Created attachment 1312594 [details] Logs Description of problem: Regression with hotunplug vNIC. There is a new regression with hotunplug vNIC and it failing on latest master and cause to link down and up regression as well.. Failed to UpdateVmInterfaceVDS, error = Device instance for device identified by alias net0 and type interface not found, code = 56 EngineException: org.ovirt.engine.core.vdsbroker.vdsbroker.VDSErrorException: VDSGenericException: VDSErrorException: Failed to HotUnplugNicVDS, error = NIC not found, code = 50 (Failed with error DEACTIVATE_NIC_FAILED and code 50) Version-Release number of selected component (if applicable): 4.2.0-0.0.master.20170811144920.gita423008.el7.centos vdsm-4.20.2-60.git06231e5.el7.centos.x86_64 How reproducible: Around 80-95% Steps to Reproduce: 1. Start VM with vNIC 2. Hotunplug and link down the vNIC at same time/action(The vNIC stay unplugged) 3. Try to link up the vNIC 4. Try to unplug the vNIC Actual results: 3 - Failed to UpdateVmInterfaceVDS, error = Device instance for device identified by alias net0 and type interface not found, code = 56 4 -EngineException: org.ovirt.engine.core.vdsbroker.vdsbroker.VDSErrorException: VDSGenericException: VDSErrorException: Failed to HotUnplugNicVDS, error = NIC not found, code = 50 (Failed with error DEACTIVATE_NIC_FAILED and code 50) Expected results: Should work as expected
Reproduction rate is 100% with steps mentioned above^^ , after step 2, vNIC always returns to plugged state after few seconds, although we set it as unplugged. From here it's not possible to link the vNIC up or to unplug it.

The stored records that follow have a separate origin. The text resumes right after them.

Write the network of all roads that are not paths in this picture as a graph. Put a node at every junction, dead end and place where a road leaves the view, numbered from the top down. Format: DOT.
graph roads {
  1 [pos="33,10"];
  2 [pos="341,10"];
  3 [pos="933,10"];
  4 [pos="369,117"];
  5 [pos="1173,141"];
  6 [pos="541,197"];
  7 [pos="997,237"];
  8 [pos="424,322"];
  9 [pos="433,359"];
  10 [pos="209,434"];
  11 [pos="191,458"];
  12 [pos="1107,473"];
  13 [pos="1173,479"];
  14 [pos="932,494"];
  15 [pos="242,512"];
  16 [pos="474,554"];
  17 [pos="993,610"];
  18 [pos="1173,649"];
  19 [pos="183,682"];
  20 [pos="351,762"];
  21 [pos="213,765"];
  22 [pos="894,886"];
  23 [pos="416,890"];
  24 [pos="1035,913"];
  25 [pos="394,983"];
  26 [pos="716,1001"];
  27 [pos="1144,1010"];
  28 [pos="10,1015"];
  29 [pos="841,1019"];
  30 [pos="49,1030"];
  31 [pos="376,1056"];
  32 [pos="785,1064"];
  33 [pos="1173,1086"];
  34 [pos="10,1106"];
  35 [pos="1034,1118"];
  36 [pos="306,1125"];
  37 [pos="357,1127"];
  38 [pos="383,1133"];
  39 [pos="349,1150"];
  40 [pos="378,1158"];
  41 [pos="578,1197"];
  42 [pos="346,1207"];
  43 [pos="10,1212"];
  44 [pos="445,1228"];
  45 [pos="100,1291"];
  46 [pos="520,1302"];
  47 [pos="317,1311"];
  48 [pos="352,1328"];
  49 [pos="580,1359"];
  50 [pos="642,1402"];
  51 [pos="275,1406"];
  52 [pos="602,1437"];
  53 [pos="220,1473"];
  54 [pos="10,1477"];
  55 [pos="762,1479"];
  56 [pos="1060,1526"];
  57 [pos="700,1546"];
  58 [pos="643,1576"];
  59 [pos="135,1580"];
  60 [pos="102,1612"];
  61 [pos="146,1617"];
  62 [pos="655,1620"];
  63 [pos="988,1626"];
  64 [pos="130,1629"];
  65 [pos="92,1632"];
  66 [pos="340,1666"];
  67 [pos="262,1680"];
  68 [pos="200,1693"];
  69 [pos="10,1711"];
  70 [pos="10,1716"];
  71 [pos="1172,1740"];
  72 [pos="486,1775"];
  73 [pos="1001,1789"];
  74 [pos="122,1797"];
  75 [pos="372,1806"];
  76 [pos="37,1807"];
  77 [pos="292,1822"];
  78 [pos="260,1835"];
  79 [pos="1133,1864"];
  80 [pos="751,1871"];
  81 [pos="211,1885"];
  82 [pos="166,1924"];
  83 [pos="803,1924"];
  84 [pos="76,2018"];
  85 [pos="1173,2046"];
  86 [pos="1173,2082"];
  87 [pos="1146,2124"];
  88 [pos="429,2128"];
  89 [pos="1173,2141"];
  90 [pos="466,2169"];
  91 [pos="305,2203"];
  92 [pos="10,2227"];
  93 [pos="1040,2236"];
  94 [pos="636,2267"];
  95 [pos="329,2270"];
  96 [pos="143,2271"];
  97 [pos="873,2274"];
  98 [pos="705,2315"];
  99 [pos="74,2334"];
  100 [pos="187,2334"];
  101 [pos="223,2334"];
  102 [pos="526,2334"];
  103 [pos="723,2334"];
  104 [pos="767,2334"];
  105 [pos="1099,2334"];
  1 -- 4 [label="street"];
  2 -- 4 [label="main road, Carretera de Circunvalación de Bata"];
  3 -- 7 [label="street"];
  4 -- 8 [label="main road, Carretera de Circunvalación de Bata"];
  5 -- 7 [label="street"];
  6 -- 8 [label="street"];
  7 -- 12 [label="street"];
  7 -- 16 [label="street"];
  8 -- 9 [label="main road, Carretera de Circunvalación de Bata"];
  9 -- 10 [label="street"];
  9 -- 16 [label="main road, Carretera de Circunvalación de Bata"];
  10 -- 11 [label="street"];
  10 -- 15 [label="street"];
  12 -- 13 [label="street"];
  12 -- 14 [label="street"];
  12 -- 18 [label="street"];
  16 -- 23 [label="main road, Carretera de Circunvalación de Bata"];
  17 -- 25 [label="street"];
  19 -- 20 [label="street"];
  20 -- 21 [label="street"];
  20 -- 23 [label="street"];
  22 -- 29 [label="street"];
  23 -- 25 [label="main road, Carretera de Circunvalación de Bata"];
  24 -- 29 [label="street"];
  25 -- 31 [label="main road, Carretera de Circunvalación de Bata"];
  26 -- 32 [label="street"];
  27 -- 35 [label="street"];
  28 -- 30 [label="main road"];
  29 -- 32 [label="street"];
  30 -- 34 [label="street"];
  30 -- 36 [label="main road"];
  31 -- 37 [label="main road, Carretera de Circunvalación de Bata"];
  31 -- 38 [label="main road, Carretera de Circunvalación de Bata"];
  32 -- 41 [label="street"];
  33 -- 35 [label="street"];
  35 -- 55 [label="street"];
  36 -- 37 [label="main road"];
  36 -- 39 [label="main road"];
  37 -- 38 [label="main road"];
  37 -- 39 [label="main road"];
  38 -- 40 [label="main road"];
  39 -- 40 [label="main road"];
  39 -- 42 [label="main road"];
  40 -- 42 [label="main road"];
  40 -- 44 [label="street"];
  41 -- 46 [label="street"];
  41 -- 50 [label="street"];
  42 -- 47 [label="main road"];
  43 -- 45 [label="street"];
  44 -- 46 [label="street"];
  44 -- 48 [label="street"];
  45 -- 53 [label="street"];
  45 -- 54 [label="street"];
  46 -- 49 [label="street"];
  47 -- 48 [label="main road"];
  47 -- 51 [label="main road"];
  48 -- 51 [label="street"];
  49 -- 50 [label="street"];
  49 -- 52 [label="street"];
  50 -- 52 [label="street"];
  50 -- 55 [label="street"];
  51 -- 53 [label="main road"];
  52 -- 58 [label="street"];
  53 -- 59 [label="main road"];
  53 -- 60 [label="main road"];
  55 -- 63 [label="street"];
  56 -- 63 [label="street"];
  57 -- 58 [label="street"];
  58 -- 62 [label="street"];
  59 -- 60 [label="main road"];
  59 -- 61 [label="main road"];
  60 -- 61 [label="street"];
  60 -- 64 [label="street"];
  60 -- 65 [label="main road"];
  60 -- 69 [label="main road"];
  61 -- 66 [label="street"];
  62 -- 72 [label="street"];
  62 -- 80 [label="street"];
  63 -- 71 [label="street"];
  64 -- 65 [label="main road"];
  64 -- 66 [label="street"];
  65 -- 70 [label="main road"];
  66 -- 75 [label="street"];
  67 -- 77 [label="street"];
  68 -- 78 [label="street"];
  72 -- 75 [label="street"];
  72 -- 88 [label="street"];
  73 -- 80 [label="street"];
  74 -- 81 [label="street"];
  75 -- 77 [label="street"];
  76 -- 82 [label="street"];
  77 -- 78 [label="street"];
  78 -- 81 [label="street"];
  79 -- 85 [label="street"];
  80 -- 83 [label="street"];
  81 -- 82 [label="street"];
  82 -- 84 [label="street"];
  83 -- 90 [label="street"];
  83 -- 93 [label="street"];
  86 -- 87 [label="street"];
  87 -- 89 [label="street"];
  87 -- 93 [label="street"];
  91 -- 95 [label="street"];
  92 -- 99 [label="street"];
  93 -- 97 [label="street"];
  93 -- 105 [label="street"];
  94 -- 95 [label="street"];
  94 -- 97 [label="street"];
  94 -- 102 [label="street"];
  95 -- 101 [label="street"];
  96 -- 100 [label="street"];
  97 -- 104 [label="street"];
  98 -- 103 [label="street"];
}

This bug report has Keywords: Regression or TestBlocker. Since no regressions or test blockers are allowed between releases, it is also being identified as a blocker for this release. Please resolve ASAP.

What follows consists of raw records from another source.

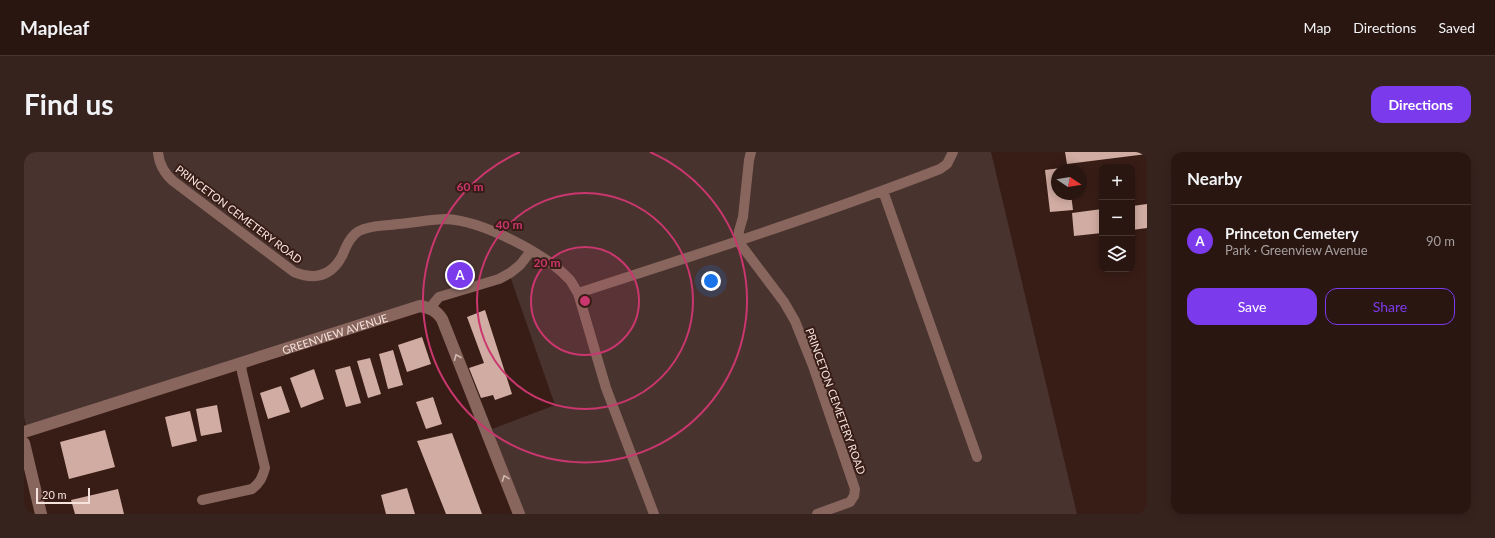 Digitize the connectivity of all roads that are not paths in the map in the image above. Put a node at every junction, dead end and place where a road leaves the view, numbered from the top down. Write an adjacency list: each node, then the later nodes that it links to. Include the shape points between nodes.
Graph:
1 (158, 152): 6 (lane, PRINCETON CEMETERY ROAD, via 158,159 165,173 173,181 294,272 302,275 323,275 341,258 350,239 359,231 388,225 446,219 463,222 504,237)
2 (751, 152): 5 (lane)
3 (953, 152): 4 (lane, via 948,164 940,169)
4 (883, 191): 5 (lane); 12 (lane)
5 (738, 241): 7 (lane); 17 (lane, PRINCETON CEMETERY ROAD, via 784,302 795,321 855,489 850,502)
6 (531, 251): 7 (lane, PRINCETON CEMETERY ROAD, via 570,280); 8 (lane, via 510,273 499,279 439,297)
7 (578, 293): 16 (lane, PRINCETON CEMETERY ROAD, via 606,388)
8 (430, 308): 9 (street, GREENVIEW AVENUE, via 420,306); 15 (street, one-way to 8, via 442,319)
9 (241, 363): 10 (street, GREENVIEW AVENUE); 13 (lane, via 264,468 262,479 252,489)
10 (24, 432)
11 (24, 443): 14 (street)
12 (977, 457)
13 (202, 500)
14 (41, 514)
15 (519, 514)
16 (654, 514)
17 (817, 514)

Seems the issue is 'dumpXml' on the host returns empty list. The problematic host is - 'camel-vdsa.qa.lab.tlv.redhat.com'. @ahadas, please take a look.

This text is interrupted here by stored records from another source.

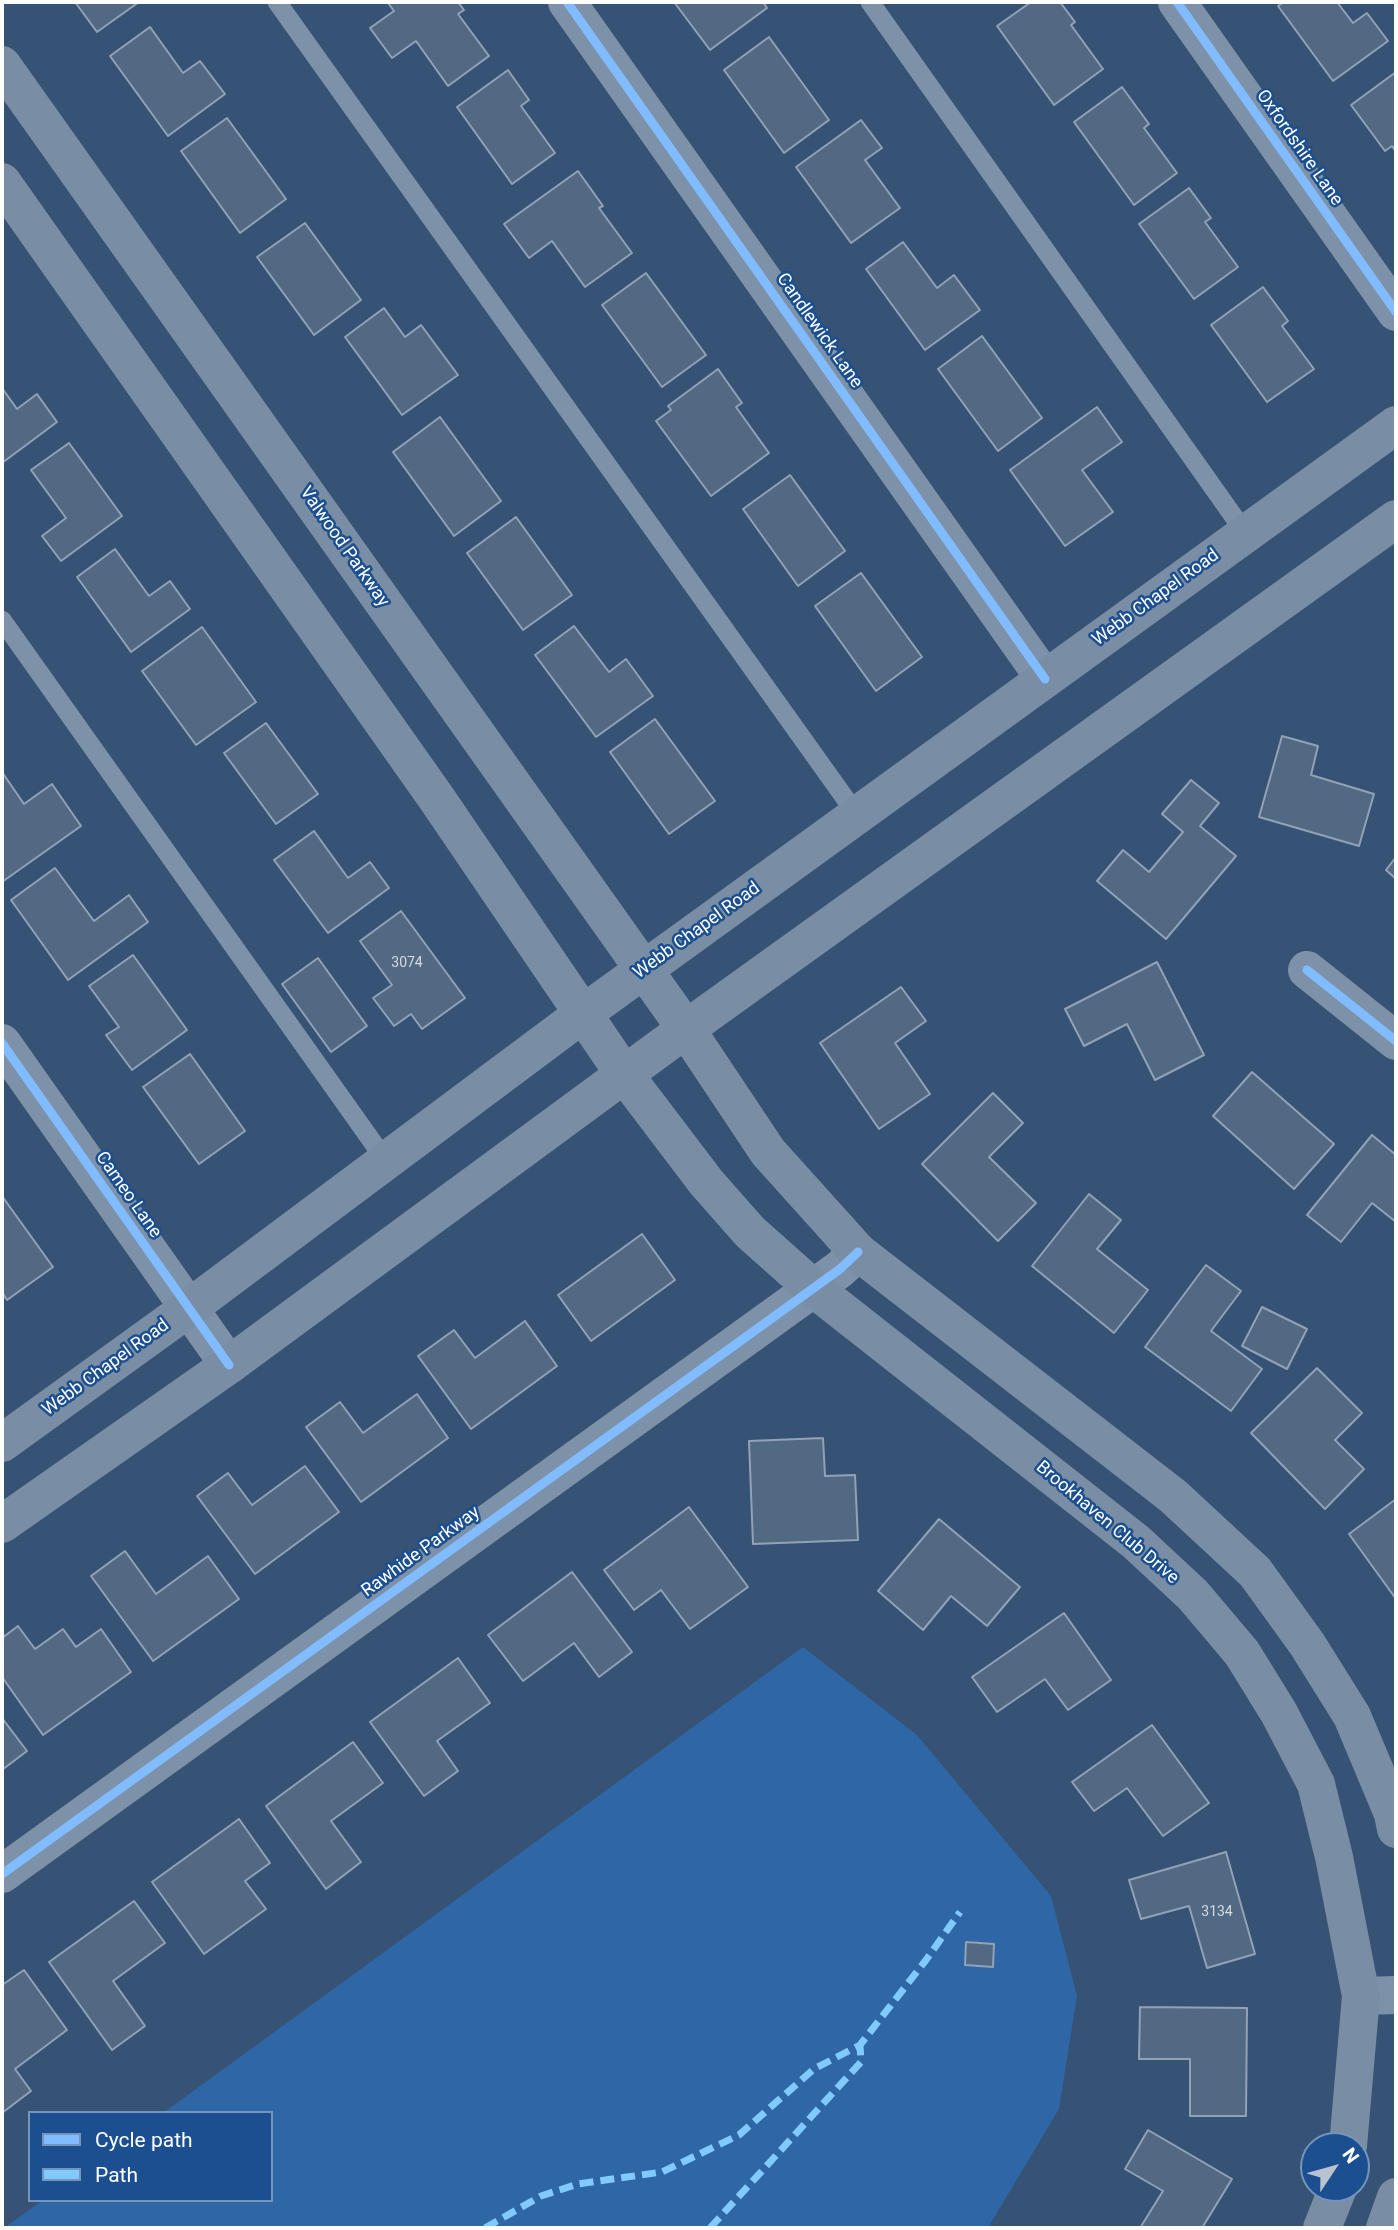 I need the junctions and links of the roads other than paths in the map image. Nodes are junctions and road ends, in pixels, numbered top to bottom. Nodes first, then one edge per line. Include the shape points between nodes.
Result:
1 (277, 2) edge
2 (567, 2) edge
3 (870, 2) edge
4 (1177, 2) edge
5 (2, 65) edge
6 (2, 182) edge
7 (1396, 312) edge
8 (1396, 425) edge
9 (1396, 519) edge
10 (1246, 534) junction
11 (2, 620) edge
12 (1045, 678) junction
13 (857, 815) junction
14 (644, 970) junction
15 (1307, 970) dead end
16 (584, 1013) junction
17 (686, 1029) junction
18 (1396, 1041) edge
19 (2, 1043) edge
20 (624, 1074) junction
21 (386, 1161) junction
22 (858, 1252) junction
23 (813, 1288) junction
24 (189, 1308) junction
25 (229, 1365) junction
26 (2, 1443) edge
27 (2, 1524) edge
28 (1396, 1829) edge
29 (2, 1874) edge
30 (1378, 1996) edge
31 (1351, 2132) edge
32 (1396, 2197) edge
33 (1332, 2202) edge
34 (1322, 2228) edge
35 (1385, 2228) edge

1 - 13 lane
2 - 12 street, Candlewick Lane
3 - 10 lane
4 - 7 street, Oxfordshire Lane
5 - 14 main road, Valwood Parkway
6 - 16 main road
8 - 10 main road, Webb Chapel Road
9 - 17 main road
10 - 12 main road, Webb Chapel Road
11 - 21 lane
12 - 13 main road, Webb Chapel Road
13 - 14 main road, Webb Chapel Road
14 - 16 main road, Webb Chapel Road
14 - 17 main road, Valwood Parkway
15 - 18 street
16 - 20 main road
16 - 21 main road, Webb Chapel Road
17 - 20 main road
17 - 22 main road via 768,1153
19 - 24 street, Cameo Lane
20 - 23 main road, Brookhaven Club Drive via 750,1232
20 - 25 main road
21 - 24 main road, Webb Chapel Road
22 - 23 street, Rawhide Parkway
22 - 28 main road via 1173,1496 1255,1572 1352,1716
23 - 29 street, Rawhide Parkway
23 - 30 main road, Brookhaven Club Drive via 1136,1542 1193,1595 1242,1653 1315,1784
24 - 25 street, Cameo Lane
24 - 26 main road, Webb Chapel Road
25 - 27 main road
30 - 31 main road, Brookhaven Club Drive
32 - 35 main road
33 - 34 main road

The functionality of 'dumpxmls' with empty list of VMs is different than that of full-list, it simply returns an empty response. The engine never calls this verb with an empty list of VMs so it should be fine. I didn't manage to reproduce it, but the result of 'dumpxmls' doesn't seem related.
The bug reproduced easily with only hotunplug. Start VM with vNIC, hot unplug it, after few seconds the vNIC becomes plugged again on it's own.
So a deeper look into this reveals that VDSM can get out-of-sync with libvirt's domain xml. In this case, it causes VDSM to report a domain xml that contains the 'unplugged' interface. The NIC looks set as unplugged manually by the engine and then its settings are overridden with ones that indicate it is plugged. But the problem is not specific to this flow. Need to figure out why VDSM doesn't report the up-to-date domain xml.
Verified on - 4.2.0-0.0.master.20170820180837.git59243e9.el7.centos and vdsm-4.20.2-90.git6511af5.el7.centos.x86_64
This bugzilla is included in oVirt 4.2.0 release, published on Dec 20th 2017. Since the problem described in this bug report should be resolved in oVirt 4.2.0 release, published on Dec 20th 2017, it has been closed with a resolution of CURRENT RELEASE. If the solution does not work for you, please open a new bug report.